The records below are split into lines. How many of those lines contain the string "Orquideas"? Reply with the number only.

[Saved entries]
※ ※ ※

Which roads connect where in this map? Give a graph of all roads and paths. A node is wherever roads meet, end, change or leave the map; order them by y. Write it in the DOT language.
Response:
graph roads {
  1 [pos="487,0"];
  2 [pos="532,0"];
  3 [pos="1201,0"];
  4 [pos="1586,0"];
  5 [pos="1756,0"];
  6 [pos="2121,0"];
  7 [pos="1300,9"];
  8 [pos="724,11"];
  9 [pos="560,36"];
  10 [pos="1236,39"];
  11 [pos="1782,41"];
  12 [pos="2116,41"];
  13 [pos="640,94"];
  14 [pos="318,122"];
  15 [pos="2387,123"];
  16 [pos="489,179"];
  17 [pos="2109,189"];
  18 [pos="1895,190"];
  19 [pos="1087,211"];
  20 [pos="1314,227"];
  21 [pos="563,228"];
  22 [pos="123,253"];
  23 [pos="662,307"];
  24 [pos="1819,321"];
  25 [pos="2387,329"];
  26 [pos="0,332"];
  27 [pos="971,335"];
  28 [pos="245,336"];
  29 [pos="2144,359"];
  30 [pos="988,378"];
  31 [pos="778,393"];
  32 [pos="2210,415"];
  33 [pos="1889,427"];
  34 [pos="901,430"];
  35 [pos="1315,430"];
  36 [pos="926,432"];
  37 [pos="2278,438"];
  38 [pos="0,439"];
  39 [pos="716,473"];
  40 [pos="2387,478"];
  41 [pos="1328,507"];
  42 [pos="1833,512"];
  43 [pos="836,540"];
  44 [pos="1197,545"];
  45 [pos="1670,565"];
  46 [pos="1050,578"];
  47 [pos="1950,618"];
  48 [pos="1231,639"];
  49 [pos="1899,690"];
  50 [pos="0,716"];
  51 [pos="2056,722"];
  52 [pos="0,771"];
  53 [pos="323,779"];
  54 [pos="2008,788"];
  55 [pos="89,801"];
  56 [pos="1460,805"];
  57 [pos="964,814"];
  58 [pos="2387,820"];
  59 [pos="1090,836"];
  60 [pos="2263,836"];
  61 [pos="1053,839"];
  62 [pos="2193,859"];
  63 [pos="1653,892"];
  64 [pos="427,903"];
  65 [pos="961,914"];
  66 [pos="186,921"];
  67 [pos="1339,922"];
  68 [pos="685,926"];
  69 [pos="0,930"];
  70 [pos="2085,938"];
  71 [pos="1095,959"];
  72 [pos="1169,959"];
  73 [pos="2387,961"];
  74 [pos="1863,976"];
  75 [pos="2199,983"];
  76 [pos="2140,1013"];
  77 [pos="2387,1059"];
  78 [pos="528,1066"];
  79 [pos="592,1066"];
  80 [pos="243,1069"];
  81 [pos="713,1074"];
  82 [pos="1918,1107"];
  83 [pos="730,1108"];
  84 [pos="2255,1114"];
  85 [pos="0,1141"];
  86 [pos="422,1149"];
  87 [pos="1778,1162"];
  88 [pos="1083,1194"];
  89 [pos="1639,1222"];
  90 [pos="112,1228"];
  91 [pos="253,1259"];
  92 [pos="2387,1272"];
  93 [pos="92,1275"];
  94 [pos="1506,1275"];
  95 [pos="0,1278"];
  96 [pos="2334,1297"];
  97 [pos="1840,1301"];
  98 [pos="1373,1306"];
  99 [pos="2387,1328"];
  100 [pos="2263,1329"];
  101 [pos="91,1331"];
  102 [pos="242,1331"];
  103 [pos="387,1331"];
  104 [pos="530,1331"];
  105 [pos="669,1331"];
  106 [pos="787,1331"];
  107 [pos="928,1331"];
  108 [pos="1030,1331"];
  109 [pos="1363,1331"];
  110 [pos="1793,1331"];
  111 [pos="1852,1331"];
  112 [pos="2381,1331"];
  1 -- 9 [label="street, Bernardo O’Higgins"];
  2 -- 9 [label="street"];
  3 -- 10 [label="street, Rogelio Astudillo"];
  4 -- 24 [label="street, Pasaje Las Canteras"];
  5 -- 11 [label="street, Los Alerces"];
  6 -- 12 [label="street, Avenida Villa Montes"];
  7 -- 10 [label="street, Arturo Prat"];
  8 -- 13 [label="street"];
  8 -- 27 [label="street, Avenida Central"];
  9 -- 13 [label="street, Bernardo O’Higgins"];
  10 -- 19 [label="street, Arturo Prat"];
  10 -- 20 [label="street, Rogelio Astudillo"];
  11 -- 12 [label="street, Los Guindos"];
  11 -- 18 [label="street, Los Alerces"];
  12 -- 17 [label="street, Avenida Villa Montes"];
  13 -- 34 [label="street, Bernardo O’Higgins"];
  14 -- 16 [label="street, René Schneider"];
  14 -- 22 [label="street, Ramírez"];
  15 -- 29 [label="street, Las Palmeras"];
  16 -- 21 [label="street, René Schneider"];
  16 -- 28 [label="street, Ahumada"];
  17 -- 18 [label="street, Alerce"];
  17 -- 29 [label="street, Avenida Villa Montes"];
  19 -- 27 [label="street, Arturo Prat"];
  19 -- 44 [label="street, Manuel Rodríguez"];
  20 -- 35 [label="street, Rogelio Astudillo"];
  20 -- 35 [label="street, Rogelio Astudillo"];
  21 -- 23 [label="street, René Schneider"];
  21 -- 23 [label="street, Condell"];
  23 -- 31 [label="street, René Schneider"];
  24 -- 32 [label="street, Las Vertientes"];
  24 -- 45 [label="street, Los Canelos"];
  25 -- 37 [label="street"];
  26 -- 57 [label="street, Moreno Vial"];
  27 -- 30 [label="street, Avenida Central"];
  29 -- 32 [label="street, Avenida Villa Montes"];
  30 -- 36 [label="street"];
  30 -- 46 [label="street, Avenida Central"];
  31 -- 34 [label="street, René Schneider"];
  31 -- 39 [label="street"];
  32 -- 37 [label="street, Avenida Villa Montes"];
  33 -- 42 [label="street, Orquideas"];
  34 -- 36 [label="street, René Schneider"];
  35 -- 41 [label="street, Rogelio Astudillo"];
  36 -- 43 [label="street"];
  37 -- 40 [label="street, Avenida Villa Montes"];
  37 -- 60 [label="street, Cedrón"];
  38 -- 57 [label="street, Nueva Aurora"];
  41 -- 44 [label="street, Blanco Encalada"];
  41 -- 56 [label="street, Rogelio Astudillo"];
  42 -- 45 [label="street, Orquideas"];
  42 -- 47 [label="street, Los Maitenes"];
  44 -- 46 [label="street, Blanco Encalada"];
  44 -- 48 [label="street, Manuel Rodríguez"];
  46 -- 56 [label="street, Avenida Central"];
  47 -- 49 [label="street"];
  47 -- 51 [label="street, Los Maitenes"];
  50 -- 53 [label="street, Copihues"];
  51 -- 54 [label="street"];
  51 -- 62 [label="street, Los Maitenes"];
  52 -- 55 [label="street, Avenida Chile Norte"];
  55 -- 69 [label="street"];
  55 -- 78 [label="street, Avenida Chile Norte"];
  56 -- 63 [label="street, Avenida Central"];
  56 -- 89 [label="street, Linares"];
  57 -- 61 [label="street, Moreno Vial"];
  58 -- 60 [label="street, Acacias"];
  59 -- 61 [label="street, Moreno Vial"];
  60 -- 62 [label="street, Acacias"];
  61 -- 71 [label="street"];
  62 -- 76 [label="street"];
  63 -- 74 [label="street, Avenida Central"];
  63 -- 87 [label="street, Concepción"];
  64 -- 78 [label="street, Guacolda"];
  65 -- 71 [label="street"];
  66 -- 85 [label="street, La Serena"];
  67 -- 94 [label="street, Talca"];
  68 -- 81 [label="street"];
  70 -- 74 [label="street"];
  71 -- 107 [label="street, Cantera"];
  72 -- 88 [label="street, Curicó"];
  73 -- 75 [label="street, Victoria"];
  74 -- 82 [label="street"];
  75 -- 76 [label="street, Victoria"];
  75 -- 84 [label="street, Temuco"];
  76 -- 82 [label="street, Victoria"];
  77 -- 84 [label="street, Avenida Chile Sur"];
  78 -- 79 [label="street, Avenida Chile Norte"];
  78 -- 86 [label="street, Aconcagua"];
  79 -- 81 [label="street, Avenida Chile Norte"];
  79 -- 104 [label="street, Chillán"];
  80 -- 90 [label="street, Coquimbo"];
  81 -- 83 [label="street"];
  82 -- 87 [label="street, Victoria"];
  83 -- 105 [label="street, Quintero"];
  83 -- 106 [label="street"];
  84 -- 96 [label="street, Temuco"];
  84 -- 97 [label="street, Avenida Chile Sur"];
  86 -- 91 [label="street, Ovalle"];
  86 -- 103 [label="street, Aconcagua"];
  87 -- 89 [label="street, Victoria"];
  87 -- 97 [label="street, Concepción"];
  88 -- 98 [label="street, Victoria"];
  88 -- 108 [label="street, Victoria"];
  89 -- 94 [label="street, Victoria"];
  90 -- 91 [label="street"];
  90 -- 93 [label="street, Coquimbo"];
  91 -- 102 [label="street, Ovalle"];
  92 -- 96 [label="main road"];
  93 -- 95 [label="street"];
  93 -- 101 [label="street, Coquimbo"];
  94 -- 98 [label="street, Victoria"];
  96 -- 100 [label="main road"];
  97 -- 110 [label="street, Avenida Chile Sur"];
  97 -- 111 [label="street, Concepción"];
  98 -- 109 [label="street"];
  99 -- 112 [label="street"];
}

※ ※ ※

» FINISHED TASK: 2